Cybersecurity for Small Business: The Stuff That Actually Matters


Small businesses account for 43% of cyberattack targets. Most of them think they’re too small to be worth attacking. That’s exactly why they’re targeted — they have weak defences and valuable data.

You don’t need a security operations centre. You don’t need to hire a CISO. You need to get the basics right. Here’s what that actually means.

Passwords Are Still the Biggest Problem

I know you’ve heard this before. I’m going to say it again because the data shows most small businesses still haven’t fixed it.

The majority of breaches start with compromised passwords. Weak passwords, reused passwords, or passwords exposed in previous data breaches.

The fix is simple: use a password manager. LastPass, 1Password, or Bitwarden. Pick one. Have everyone in your business use it. Generate unique, long passwords for every account.

This single step prevents more attacks than any other security measure.

Two-Factor Authentication Is Non-Negotiable

If your email, banking, and business software accounts don’t have two-factor authentication enabled, stop reading this and go enable it. Right now.

Email is the most critical. If someone gets into your email, they can reset passwords for everything else. Your email account is the master key to your digital life.

Authenticator apps (Google Authenticator, Microsoft Authenticator) are better than SMS codes. SMS can be intercepted through SIM swapping. It’s rare, but authenticator apps eliminate the risk entirely.

Phishing Is Getting Smarter

Phishing emails used to be obvious. Bad grammar, Nigerian princes, urgent requests from unknown senders.

Modern phishing is much better. AI tools can generate convincing emails that mimic your contacts’ writing styles. They reference real projects you’re working on. They come from email addresses that look almost identical to legitimate ones.

Training your team to spot phishing is essential. Not a one-off training session. Regular reminders and simulated phishing tests. The companies that do this monthly see dramatically lower click rates.

Key rules: never click links in unexpected emails. Go directly to the website instead. If a supplier sends you new banking details, call them on a number you already have to verify. This simple step prevents most business email compromise fraud.

Backup Everything

Ransomware encrypts your files and demands payment for the decryption key. If you have good backups, ransomware is an inconvenience instead of a catastrophe.

The 3-2-1 backup rule works: three copies of your data, on two different types of storage, with one copy offsite.

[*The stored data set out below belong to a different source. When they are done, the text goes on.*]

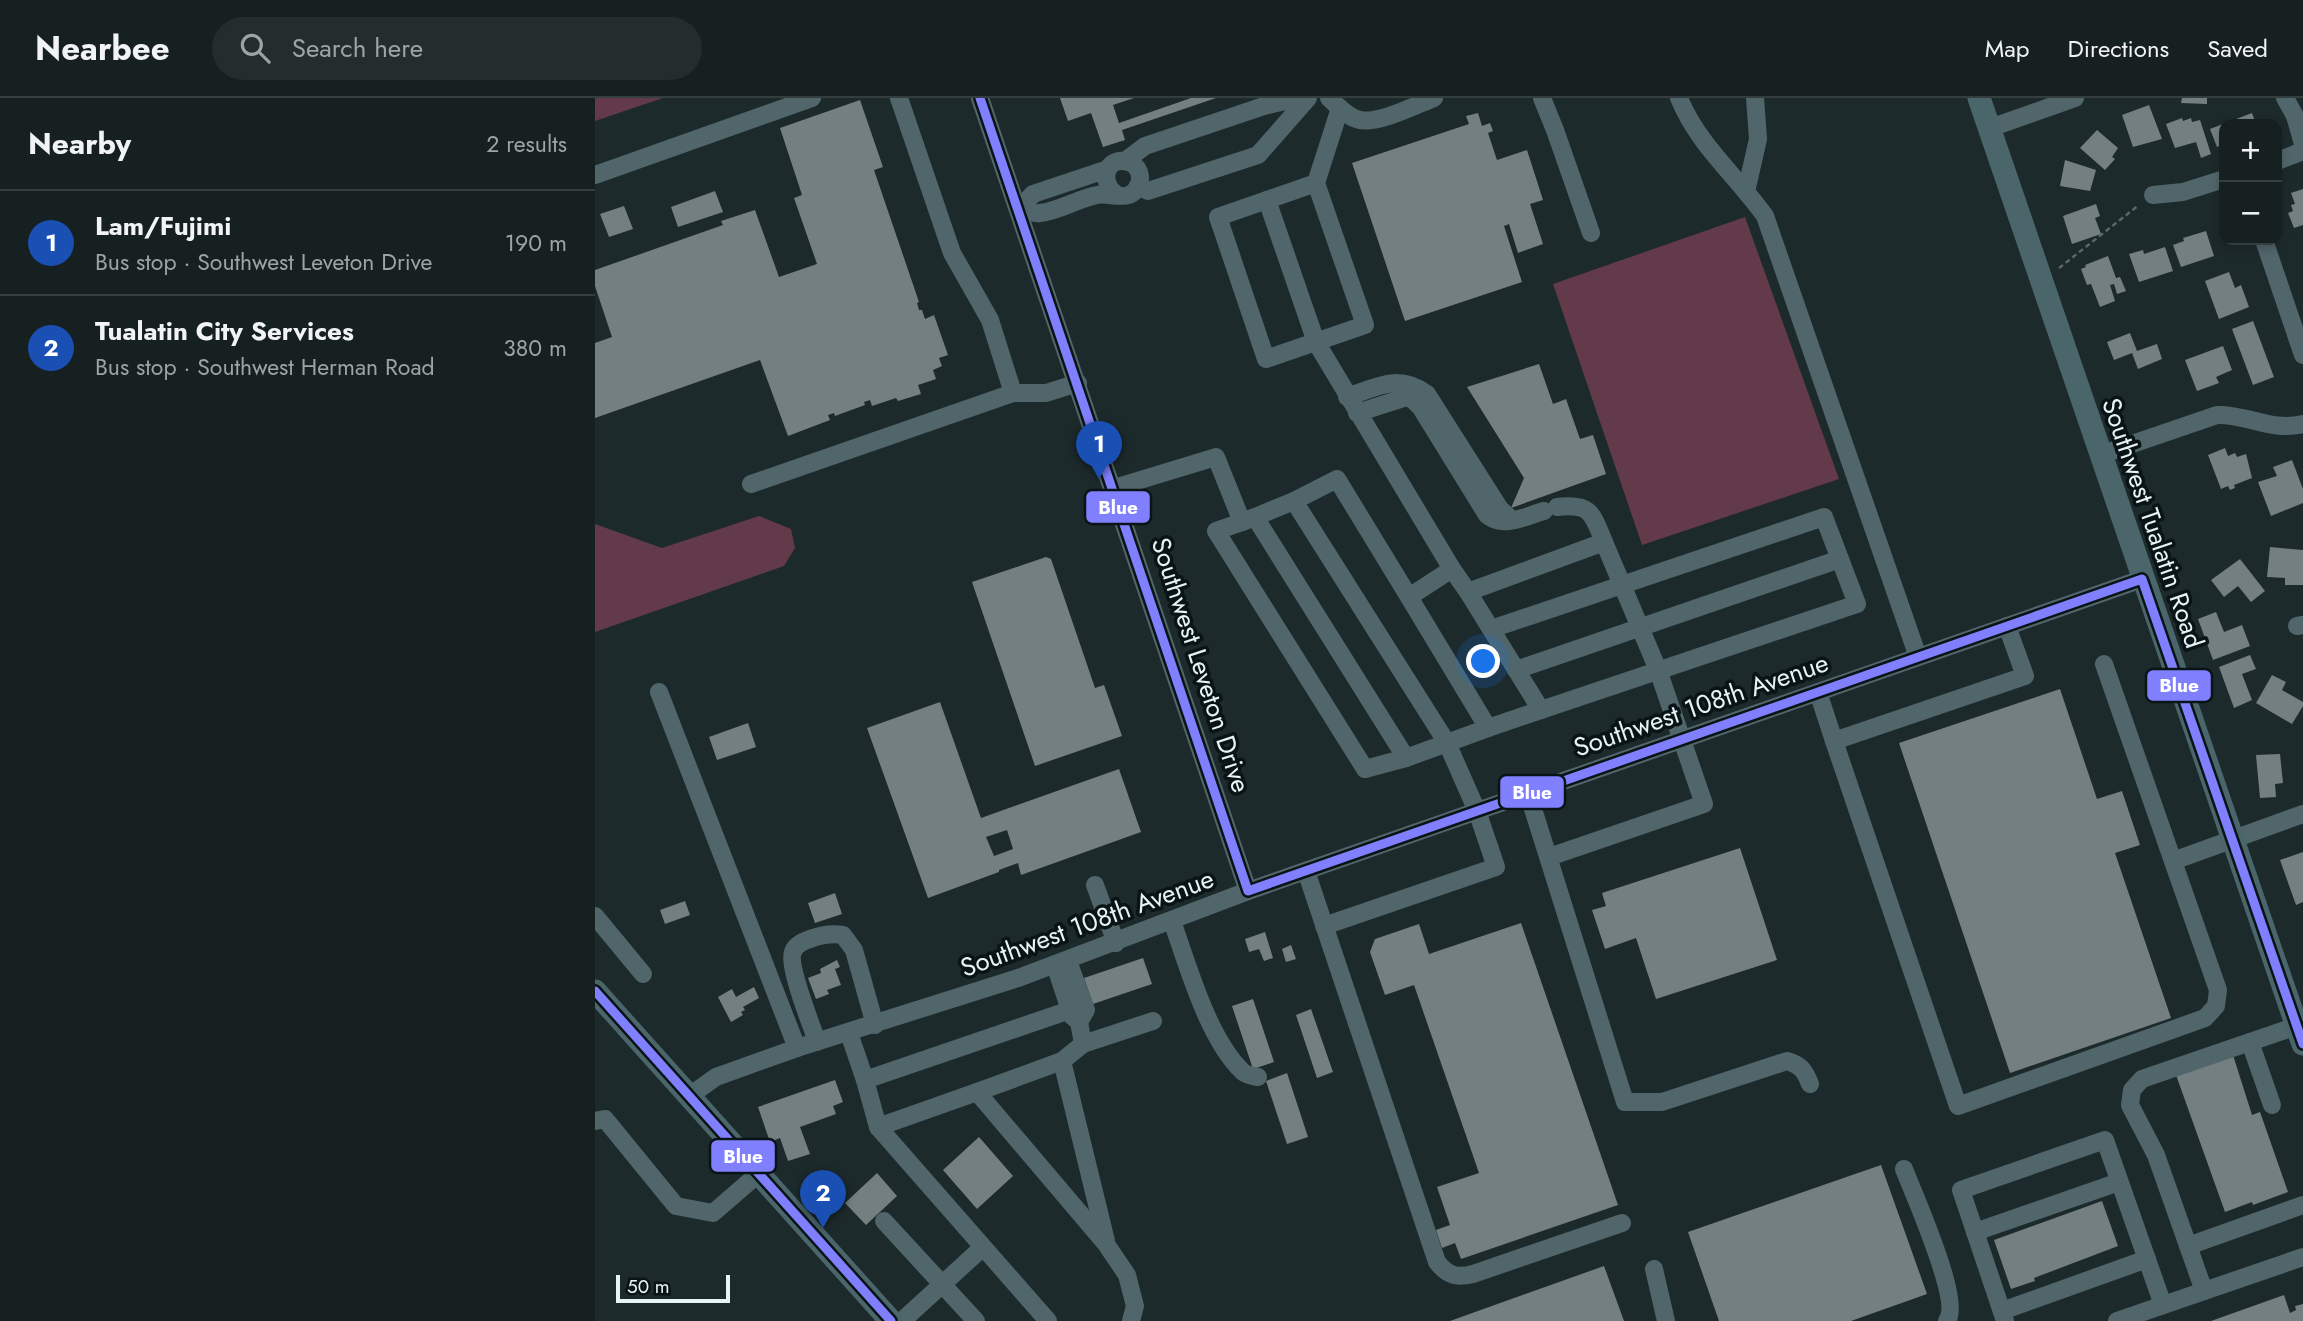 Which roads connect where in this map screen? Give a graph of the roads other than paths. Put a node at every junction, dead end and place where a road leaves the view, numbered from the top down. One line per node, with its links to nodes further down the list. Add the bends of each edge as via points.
1 (812, 98): 22 (street)
2 (899, 98): 36 (street, via 952,253 990,320)
3 (981, 98): 30 (street, Southwest Leveton Drive)
4 (1298, 98): 13 (street)
5 (1308, 98): 15 (street)
6 (1434, 98): 14 (street, via 1362,121)
7 (1542, 98): 31 (street)
8 (1679, 98): 26 (street, via 1711,153)
9 (1755, 98): 26 (street, via 1758,139)
10 (1979, 98): 16 (main road, Southwest Tualatin Road)
11 (2075, 98): 16 (street)
12 (2285, 98): 17 (street)
13 (1279, 100): 15 (street); 20 (street, via 1145,146)
14 (1334, 103): 24 (street)
15 (1286, 122): 25 (street, via 1258,155)
16 (1990, 128): 40 (main road, Southwest Tualatin Road)
17 (2303, 144)
18 (2303, 151): 19 (street)
19 (2282, 159)
20 (1125, 161): 21 (street); 25 (street, via 1139,171)
21 (1108, 169): 27 (street, via 1106,183); 30 (street, via 1033,194)
22 (595, 174)
23 (2219, 181): 28 (street)
24 (1316, 183): 29 (street); 33 (street, via 1364,325)
25 (1143, 189): 27 (street)
26 (1746, 192): 56 (street, via 1765,216)
27 (1117, 195): 30 (street, via 1088,197 1038,214)
28 (2153, 195)
29 (1266, 200): 33 (street); 33 (street, via 1218,217 1266,359)
30 (1019, 209): 35 (street, Southwest Leveton Drive)
31 (1591, 233)
32 (2266, 245): 34 (street)
33 (1316, 342): 37 (street)
34 (2303, 355)
35 (1078, 383): 36 (street, via 1046,393); 42 (street, Southwest Leveton Drive)
36 (1013, 393): 41 (street)
37 (1347, 397): 38 (street); 45 (street, via 1400,382 1427,394 1500,509)
38 (1357, 413): 45 (street, via 1407,397 1413,400 1487,515 1495,522); 48 (street)
39 (2303, 424): 40 (street, via 2282,427 2217,415)
40 (2100, 455): 49 (main road, Southwest Tualatin Road)
41 (751, 484)
42 (1114, 488): 44 (street, via 1216,457); 76 (street, Southwest Leveton Drive)
43 (1294, 501): 44 (street); 52 (street, via 1337,479); 66 (street)
44 (1249, 519): 67 (street); 67 (street, via 1216,531 1366,769)
45 (1513, 520): 46 (street, via 1577,505 1594,518)
46 (1604, 542): 50 (street); 51 (street)
47 (1840, 559): 50 (street, via 1824,517); 54 (street); 59 (street, via 1857,604)
48 (1452, 569): 51 (street); 52 (street)
49 (2142, 579): 53 (street, Southwest 108th Avenue); 71 (main road, Southwest Tualatin Road)
50 (1623, 584): 54 (street); 55 (street)
51 (1468, 592): 55 (street)
52 (1409, 597): 63 (street)
53 (2007, 626): 56 (street, Southwest 108th Avenue); 65 (street, via 2025,676)
54 (1641, 628): 58 (street); 59 (street)
55 (1491, 629): 58 (street)
56 (1918, 657): 61 (street, Southwest 108th Avenue)
57 (2104, 664): 73 (street)
58 (1516, 670): 62 (street)
59 (1658, 670): 62 (street); 64 (street)
60 (659, 692): 92 (street)
61 (1818, 692): 64 (street, Southwest 108th Avenue); 65 (street)
62 (1541, 710): 63 (street)
63 (1488, 728): 66 (street)
64 (1683, 739): 68 (street, Southwest 108th Avenue); 72 (street, via 1704,804)
65 (1834, 741): 73 (street, via 1958,1106 2205,1018 2215,1006 2218,990)
66 (1447, 743): 67 (street); 69 (street)
67 (1406, 758)
68 (1528, 793): 69 (street, Southwest 108th Avenue); 72 (street)
69 (1478, 811): 74 (street, Southwest 108th Avenue); 79 (street, via 1496,867)
70 (2303, 814): 71 (street)
71 (2232, 840): 73 (street); 88 (main road, Southwest Tualatin Road)
72 (1549, 857): 96 (street, via 1625,1102 1662,1102 1787,1061 1797,1064)
73 (2173, 862)
74 (1306, 871): 76 (street, Southwest 108th Avenue); 79 (street)
75 (1095, 884): 80 (street)
76 (1248, 891): 78 (street, Southwest 108th Avenue)
77 (595, 916): 82 (street)
78 (1172, 921): 80 (street, Southwest 108th Avenue); 94 (street, via 1218,1038 1243,1072)
79 (1324, 926): 107 (street, via 1437,1262 1445,1272 1459,1277 1473,1274)
80 (1116, 943): 81 (street, Southwest 108th Avenue)
81 (1062, 963): 84 (street, via 1087,1010); 86 (street, Southwest 108th Avenue)
82 (643, 974)
83 (595, 991): 98 (main road)
84 (1075, 1016): 91 (street); 95 (street)
85 (1153, 1021): 91 (street)
86 (875, 1025): 87 (street, Southwest 108th Avenue); 89 (street, via 854,950 843,935 819,936 804,941 792,956)
87 (849, 1033): 89 (street, Southwest 108th Avenue); 95 (street)
88 (2300, 1035): 90 (street)
89 (817, 1042): 92 (street, Southwest 108th Avenue)
90 (2250, 1042): 99 (street); 110 (street, via 2142,1079 2132,1090 2130,1105 2156,1155)
91 (1083, 1044): 93 (street)
92 (797, 1048): 98 (street, Southwest 108th Avenue, via 716,1077)
93 (1062, 1062): 97 (street); 109 (street)
94 (1258, 1077)
95 (865, 1080): 101 (street)
96 (1810, 1084)
97 (977, 1092): 101 (street); 109 (street)
98 (688, 1097): 103 (main road)
99 (2272, 1105)
100 (595, 1121): 103 (street, via 604,1119 676,1206 713,1213)
101 (878, 1127): 111 (street)
102 (1904, 1169): 125 (street, via 1939,1260 1952,1308)
103 (757, 1174): 119 (main road)
104 (2119, 1181): 108 (street); 108 (street, via 2105,1140 1961,1190); 113 (street)
105 (2303, 1205): 110 (street)
106 (884, 1221): 115 (street)
107 (1622, 1223)
108 (1975, 1232): 118 (street)
109 (1106, 1244): 123 (street, via 1127,1275 1135,1306)
110 (2188, 1246): 116 (street)
111 (982, 1248): 115 (street); 122 (street)
112 (2303, 1257): 116 (street)
113 (2147, 1259): 117 (street); 118 (street)
114 (1654, 1269): 124 (street)
115 (942, 1284): 120 (street); 121 (street)
116 (2204, 1291): 117 (street)
117 (2162, 1311): 126 (street)
118 (2004, 1316)
119 (891, 1321)
120 (902, 1321)
121 (976, 1321)
122 (1048, 1321)
123 (1131, 1321)
124 (1666, 1321)
125 (1947, 1321)
126 (2117, 1321) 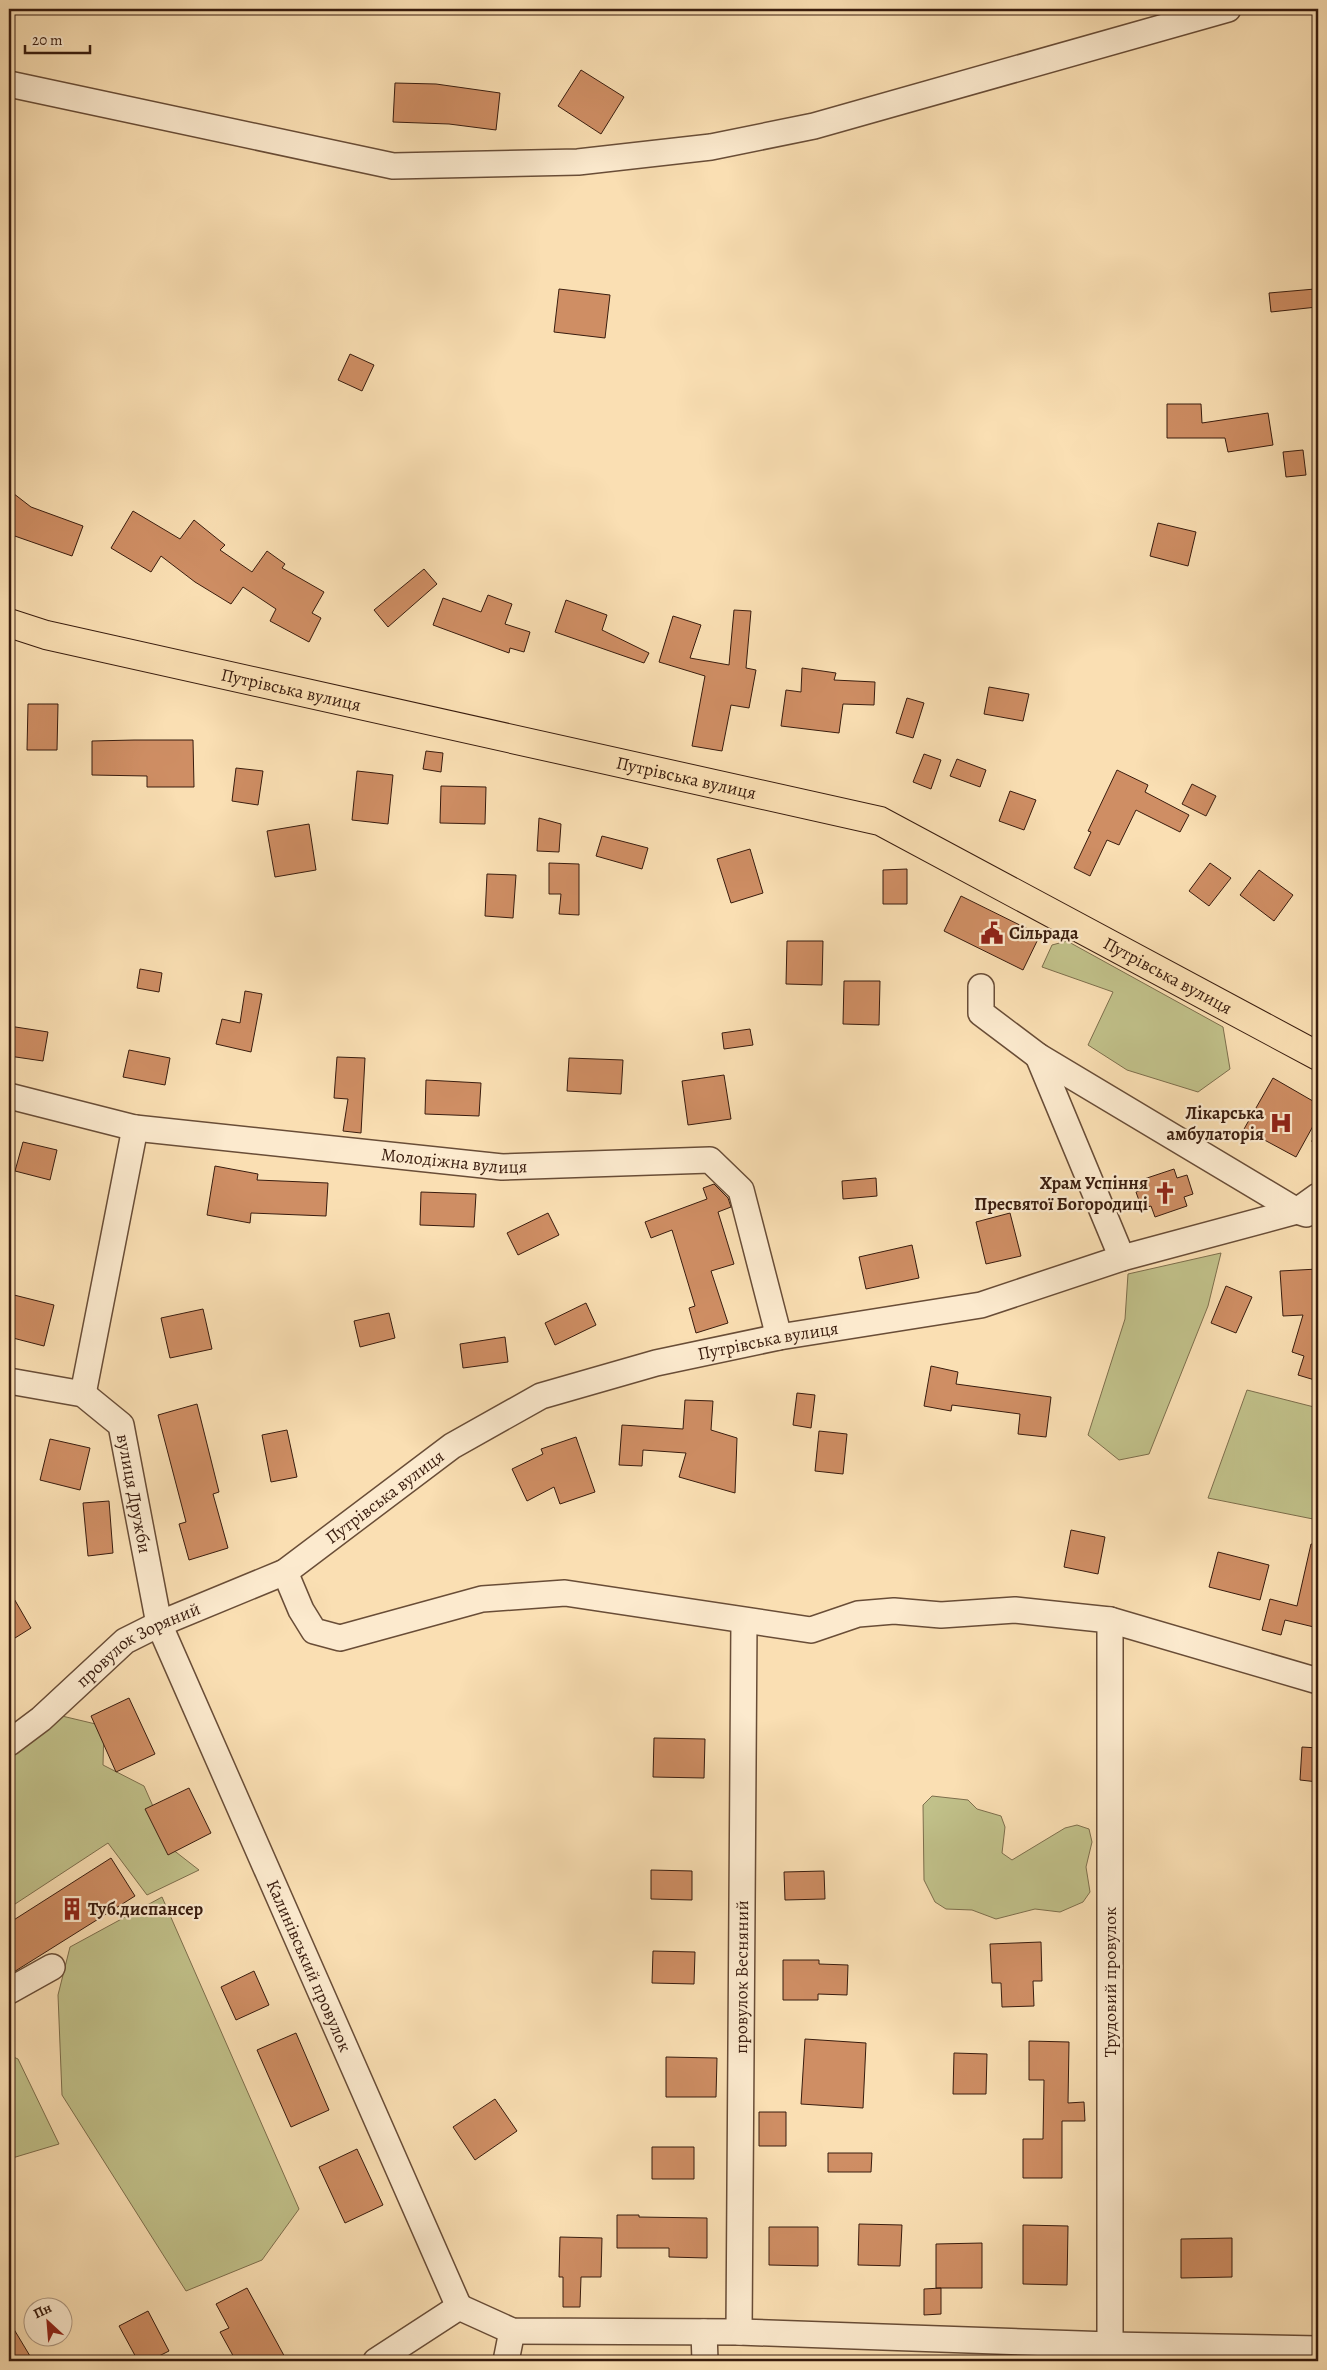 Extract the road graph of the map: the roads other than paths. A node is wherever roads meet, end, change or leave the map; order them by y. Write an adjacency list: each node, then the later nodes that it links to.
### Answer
1 (1228, 9): 2 (street)
2 (9, 84)
3 (9, 623): 6 (main road, Путрівська вулиця)
4 (980, 987): 5 (street)
5 (1038, 1056): 10 (street); 11 (street)
6 (1318, 1056)
7 (9, 1096): 8 (street, Молодіжна вулиця)
8 (135, 1128): 12 (street, Молодіжна вулиця); 14 (street)
9 (1318, 1196): 10 (street, Путрівська вулиця)
10 (1307, 1214): 11 (street, Путрівська вулиця)
11 (1122, 1258): 12 (street, Путрівська вулиця)
12 (779, 1337): 15 (street, Путрівська вулиця)
13 (9, 1381): 14 (street, вулиця Дружби)
14 (83, 1394): 18 (street, вулиця Дружби)
15 (284, 1572): 17 (street); 18 (street, провулок Зоряний)
16 (1110, 1620): 17 (street); 19 (street); 27 (street, Трудовий провулок)
17 (744, 1621): 26 (street, провулок Весняний)
18 (159, 1624): 20 (street, провулок Зоряний); 23 (street, Калинівський провулок)
19 (1318, 1681)
20 (9, 1743)
21 (52, 1967): 22 (street)
22 (9, 1991)
23 (459, 2307): 24 (street); 30 (street)
24 (512, 2331): 25 (street); 31 (street)
25 (704, 2332): 26 (street); 32 (street)
26 (739, 2332): 29 (street)
27 (1110, 2345): 28 (street); 29 (street)
28 (1318, 2349)
29 (1011, 2351)
30 (376, 2361)
31 (506, 2361)
32 (705, 2361)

Cloud backup services automate this. But make sure your backups aren’t connected to your main network in a way that ransomware could reach them. If the backup drive is always connected, it’ll get encrypted too.

Test your backups regularly. A backup that doesn’t restore is worse than no backup because it gives false confidence.

Software Updates Aren’t Optional

Every time you dismiss that update notification, you’re leaving a known vulnerability open. Attackers actively scan for systems running outdated software.

Enable automatic updates on everything. Operating systems, browsers, business software. If automatic updates aren’t available, schedule a monthly update day and do them all at once.

This applies to your website too. If you’re running WordPress, keep it updated. Outdated WordPress sites are one of the most common entry points for attackers.

Your Wi-Fi Network

If your business Wi-Fi uses the same password it did when it was set up, change it. If you’re using WPA2, upgrade to WPA3 if your router supports it.

Create a separate guest network for visitors. This prevents guests from accessing your internal network and any devices connected to it.

If your team works remotely, they should use a VPN when connecting to public Wi-Fi. Business VPN solutions like NordVPN Teams or Cloudflare WARP are affordable and simple to deploy.

The Human Factor

Most security breaches involve a human mistake. Someone clicks a link. Someone shares a password. Someone leaves a laptop unlocked in a coffee shop.

You can’t eliminate human error. But you can reduce it through culture. Make security part of how your business operates, not an afterthought.

This means talking about security regularly. Sharing examples of attacks that happened to businesses like yours. Making it easy for people to report suspicious activity without feeling stupid.

If you’re working with external partners on your technology setup, make sure they take security seriously too. Firms like an AI consultancy that handle business technology should have security built into their process, not bolted on.

Start Today

You don’t need to do everything at once. Start with the three highest-impact items:

  1. Get a password manager and enable two-factor authentication everywhere
  2. Set up proper backups and test them
  3. Enable automatic updates on all systems

These three things will protect you against the vast majority of attacks targeting small businesses. They’re free or cheap, and they can be done this week.

Don’t wait until after a breach. That’s an expensive way to learn these lessons.